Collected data
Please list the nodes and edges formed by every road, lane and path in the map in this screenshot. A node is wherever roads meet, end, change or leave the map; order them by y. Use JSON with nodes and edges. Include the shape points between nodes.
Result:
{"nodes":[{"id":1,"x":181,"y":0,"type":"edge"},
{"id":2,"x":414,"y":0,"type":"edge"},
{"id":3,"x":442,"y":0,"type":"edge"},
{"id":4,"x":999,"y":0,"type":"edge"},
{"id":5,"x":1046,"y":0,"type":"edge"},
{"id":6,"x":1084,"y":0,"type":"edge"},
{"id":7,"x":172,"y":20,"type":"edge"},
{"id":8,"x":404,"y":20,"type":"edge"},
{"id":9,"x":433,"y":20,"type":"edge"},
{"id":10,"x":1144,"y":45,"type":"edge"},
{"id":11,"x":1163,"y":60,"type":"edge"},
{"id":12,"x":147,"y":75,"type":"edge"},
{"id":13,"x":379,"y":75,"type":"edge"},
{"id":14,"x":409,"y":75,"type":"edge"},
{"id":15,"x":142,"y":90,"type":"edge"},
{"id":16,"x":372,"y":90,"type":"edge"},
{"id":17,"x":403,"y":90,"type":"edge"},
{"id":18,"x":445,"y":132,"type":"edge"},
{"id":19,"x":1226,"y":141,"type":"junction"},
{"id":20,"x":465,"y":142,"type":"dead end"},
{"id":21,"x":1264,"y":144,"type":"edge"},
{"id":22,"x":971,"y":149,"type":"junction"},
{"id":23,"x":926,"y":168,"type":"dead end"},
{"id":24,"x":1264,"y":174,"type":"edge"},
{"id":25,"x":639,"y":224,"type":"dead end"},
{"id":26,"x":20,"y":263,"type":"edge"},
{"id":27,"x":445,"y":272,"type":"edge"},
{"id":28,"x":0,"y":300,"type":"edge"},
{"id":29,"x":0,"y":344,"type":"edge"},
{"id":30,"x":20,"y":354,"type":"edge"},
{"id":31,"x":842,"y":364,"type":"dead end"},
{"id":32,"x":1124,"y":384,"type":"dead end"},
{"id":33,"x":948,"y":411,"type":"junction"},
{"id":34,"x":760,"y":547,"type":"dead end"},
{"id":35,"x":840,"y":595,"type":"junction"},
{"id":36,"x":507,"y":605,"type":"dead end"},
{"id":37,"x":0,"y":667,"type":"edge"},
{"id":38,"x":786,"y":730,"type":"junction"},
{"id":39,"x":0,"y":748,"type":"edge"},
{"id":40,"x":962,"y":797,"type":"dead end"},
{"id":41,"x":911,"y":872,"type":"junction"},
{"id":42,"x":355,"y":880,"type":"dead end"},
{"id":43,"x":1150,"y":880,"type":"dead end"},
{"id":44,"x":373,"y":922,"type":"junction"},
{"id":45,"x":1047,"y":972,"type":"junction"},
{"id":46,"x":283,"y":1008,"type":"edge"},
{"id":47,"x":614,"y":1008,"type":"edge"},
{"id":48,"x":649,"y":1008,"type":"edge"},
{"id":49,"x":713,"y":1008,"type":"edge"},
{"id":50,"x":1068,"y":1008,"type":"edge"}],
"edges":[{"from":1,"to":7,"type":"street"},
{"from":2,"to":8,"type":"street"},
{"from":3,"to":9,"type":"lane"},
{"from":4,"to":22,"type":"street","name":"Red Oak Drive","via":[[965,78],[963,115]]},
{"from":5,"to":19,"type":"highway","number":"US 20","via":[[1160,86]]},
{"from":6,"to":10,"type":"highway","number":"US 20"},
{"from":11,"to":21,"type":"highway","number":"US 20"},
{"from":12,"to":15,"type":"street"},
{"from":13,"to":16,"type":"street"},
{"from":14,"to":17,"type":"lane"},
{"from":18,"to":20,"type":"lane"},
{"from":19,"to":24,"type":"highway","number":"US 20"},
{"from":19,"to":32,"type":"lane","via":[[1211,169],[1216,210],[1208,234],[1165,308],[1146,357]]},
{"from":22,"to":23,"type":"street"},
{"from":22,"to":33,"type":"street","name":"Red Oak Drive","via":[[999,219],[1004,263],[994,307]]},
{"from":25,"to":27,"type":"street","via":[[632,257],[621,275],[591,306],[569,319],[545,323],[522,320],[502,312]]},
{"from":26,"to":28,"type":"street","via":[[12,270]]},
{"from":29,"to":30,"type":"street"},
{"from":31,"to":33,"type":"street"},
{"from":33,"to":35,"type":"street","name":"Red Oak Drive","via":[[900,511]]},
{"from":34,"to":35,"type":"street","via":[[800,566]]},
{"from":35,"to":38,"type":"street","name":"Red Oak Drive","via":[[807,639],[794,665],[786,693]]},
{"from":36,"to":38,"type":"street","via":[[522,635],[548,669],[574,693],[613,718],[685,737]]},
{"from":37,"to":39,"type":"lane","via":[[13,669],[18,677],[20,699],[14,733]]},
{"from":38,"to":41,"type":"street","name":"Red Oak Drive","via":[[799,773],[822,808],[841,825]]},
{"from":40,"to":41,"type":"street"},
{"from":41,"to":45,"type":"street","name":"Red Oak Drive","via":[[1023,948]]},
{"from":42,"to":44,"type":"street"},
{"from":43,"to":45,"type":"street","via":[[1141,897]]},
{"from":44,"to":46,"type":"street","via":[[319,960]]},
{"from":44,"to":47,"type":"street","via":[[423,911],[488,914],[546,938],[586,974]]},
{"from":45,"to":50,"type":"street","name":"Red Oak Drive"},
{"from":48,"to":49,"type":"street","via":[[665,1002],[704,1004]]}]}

## DIRECTIONS
Write the entries out again in full, exactly as they appear above.

## REPLY TO THE EXERCISE
Please list the nodes and edges formed by every road, lane and path in the map in this screenshot. A node is wherever roads meet, end, change or leave the map; order them by y. Use JSON with nodes and edges. Include the shape points between nodes.
Result:
{"nodes":[{"id":1,"x":181,"y":0,"type":"edge"},
{"id":2,"x":414,"y":0,"type":"edge"},
{"id":3,"x":442,"y":0,"type":"edge"},
{"id":4,"x":999,"y":0,"type":"edge"},
{"id":5,"x":1046,"y":0,"type":"edge"},
{"id":6,"x":1084,"y":0,"type":"edge"},
{"id":7,"x":172,"y":20,"type":"edge"},
{"id":8,"x":404,"y":20,"type":"edge"},
{"id":9,"x":433,"y":20,"type":"edge"},
{"id":10,"x":1144,"y":45,"type":"edge"},
{"id":11,"x":1163,"y":60,"type":"edge"},
{"id":12,"x":147,"y":75,"type":"edge"},
{"id":13,"x":379,"y":75,"type":"edge"},
{"id":14,"x":409,"y":75,"type":"edge"},
{"id":15,"x":142,"y":90,"type":"edge"},
{"id":16,"x":372,"y":90,"type":"edge"},
{"id":17,"x":403,"y":90,"type":"edge"},
{"id":18,"x":445,"y":132,"type":"edge"},
{"id":19,"x":1226,"y":141,"type":"junction"},
{"id":20,"x":465,"y":142,"type":"dead end"},
{"id":21,"x":1264,"y":144,"type":"edge"},
{"id":22,"x":971,"y":149,"type":"junction"},
{"id":23,"x":926,"y":168,"type":"dead end"},
{"id":24,"x":1264,"y":174,"type":"edge"},
{"id":25,"x":639,"y":224,"type":"dead end"},
{"id":26,"x":20,"y":263,"type":"edge"},
{"id":27,"x":445,"y":272,"type":"edge"},
{"id":28,"x":0,"y":300,"type":"edge"},
{"id":29,"x":0,"y":344,"type":"edge"},
{"id":30,"x":20,"y":354,"type":"edge"},
{"id":31,"x":842,"y":364,"type":"dead end"},
{"id":32,"x":1124,"y":384,"type":"dead end"},
{"id":33,"x":948,"y":411,"type":"junction"},
{"id":34,"x":760,"y":547,"type":"dead end"},
{"id":35,"x":840,"y":595,"type":"junction"},
{"id":36,"x":507,"y":605,"type":"dead end"},
{"id":37,"x":0,"y":667,"type":"edge"},
{"id":38,"x":786,"y":730,"type":"junction"},
{"id":39,"x":0,"y":748,"type":"edge"},
{"id":40,"x":962,"y":797,"type":"dead end"},
{"id":41,"x":911,"y":872,"type":"junction"},
{"id":42,"x":355,"y":880,"type":"dead end"},
{"id":43,"x":1150,"y":880,"type":"dead end"},
{"id":44,"x":373,"y":922,"type":"junction"},
{"id":45,"x":1047,"y":972,"type":"junction"},
{"id":46,"x":283,"y":1008,"type":"edge"},
{"id":47,"x":614,"y":1008,"type":"edge"},
{"id":48,"x":649,"y":1008,"type":"edge"},
{"id":49,"x":713,"y":1008,"type":"edge"},
{"id":50,"x":1068,"y":1008,"type":"edge"}],
"edges":[{"from":1,"to":7,"type":"street"},
{"from":2,"to":8,"type":"street"},
{"from":3,"to":9,"type":"lane"},
{"from":4,"to":22,"type":"street","name":"Red Oak Drive","via":[[965,78],[963,115]]},
{"from":5,"to":19,"type":"highway","number":"US 20","via":[[1160,86]]},
{"from":6,"to":10,"type":"highway","number":"US 20"},
{"from":11,"to":21,"type":"highway","number":"US 20"},
{"from":12,"to":15,"type":"street"},
{"from":13,"to":16,"type":"street"},
{"from":14,"to":17,"type":"lane"},
{"from":18,"to":20,"type":"lane"},
{"from":19,"to":24,"type":"highway","number":"US 20"},
{"from":19,"to":32,"type":"lane","via":[[1211,169],[1216,210],[1208,234],[1165,308],[1146,357]]},
{"from":22,"to":23,"type":"street"},
{"from":22,"to":33,"type":"street","name":"Red Oak Drive","via":[[999,219],[1004,263],[994,307]]},
{"from":25,"to":27,"type":"street","via":[[632,257],[621,275],[591,306],[569,319],[545,323],[522,320],[502,312]]},
{"from":26,"to":28,"type":"street","via":[[12,270]]},
{"from":29,"to":30,"type":"street"},
{"from":31,"to":33,"type":"street"},
{"from":33,"to":35,"type":"street","name":"Red Oak Drive","via":[[900,511]]},
{"from":34,"to":35,"type":"street","via":[[800,566]]},
{"from":35,"to":38,"type":"street","name":"Red Oak Drive","via":[[807,639],[794,665],[786,693]]},
{"from":36,"to":38,"type":"street","via":[[522,635],[548,669],[574,693],[613,718],[685,737]]},
{"from":37,"to":39,"type":"lane","via":[[13,669],[18,677],[20,699],[14,733]]},
{"from":38,"to":41,"type":"street","name":"Red Oak Drive","via":[[799,773],[822,808],[841,825]]},
{"from":40,"to":41,"type":"street"},
{"from":41,"to":45,"type":"street","name":"Red Oak Drive","via":[[1023,948]]},
{"from":42,"to":44,"type":"street"},
{"from":43,"to":45,"type":"street","via":[[1141,897]]},
{"from":44,"to":46,"type":"street","via":[[319,960]]},
{"from":44,"to":47,"type":"street","via":[[423,911],[488,914],[546,938],[586,974]]},
{"from":45,"to":50,"type":"street","name":"Red Oak Drive"},
{"from":48,"to":49,"type":"street","via":[[665,1002],[704,1004]]}]}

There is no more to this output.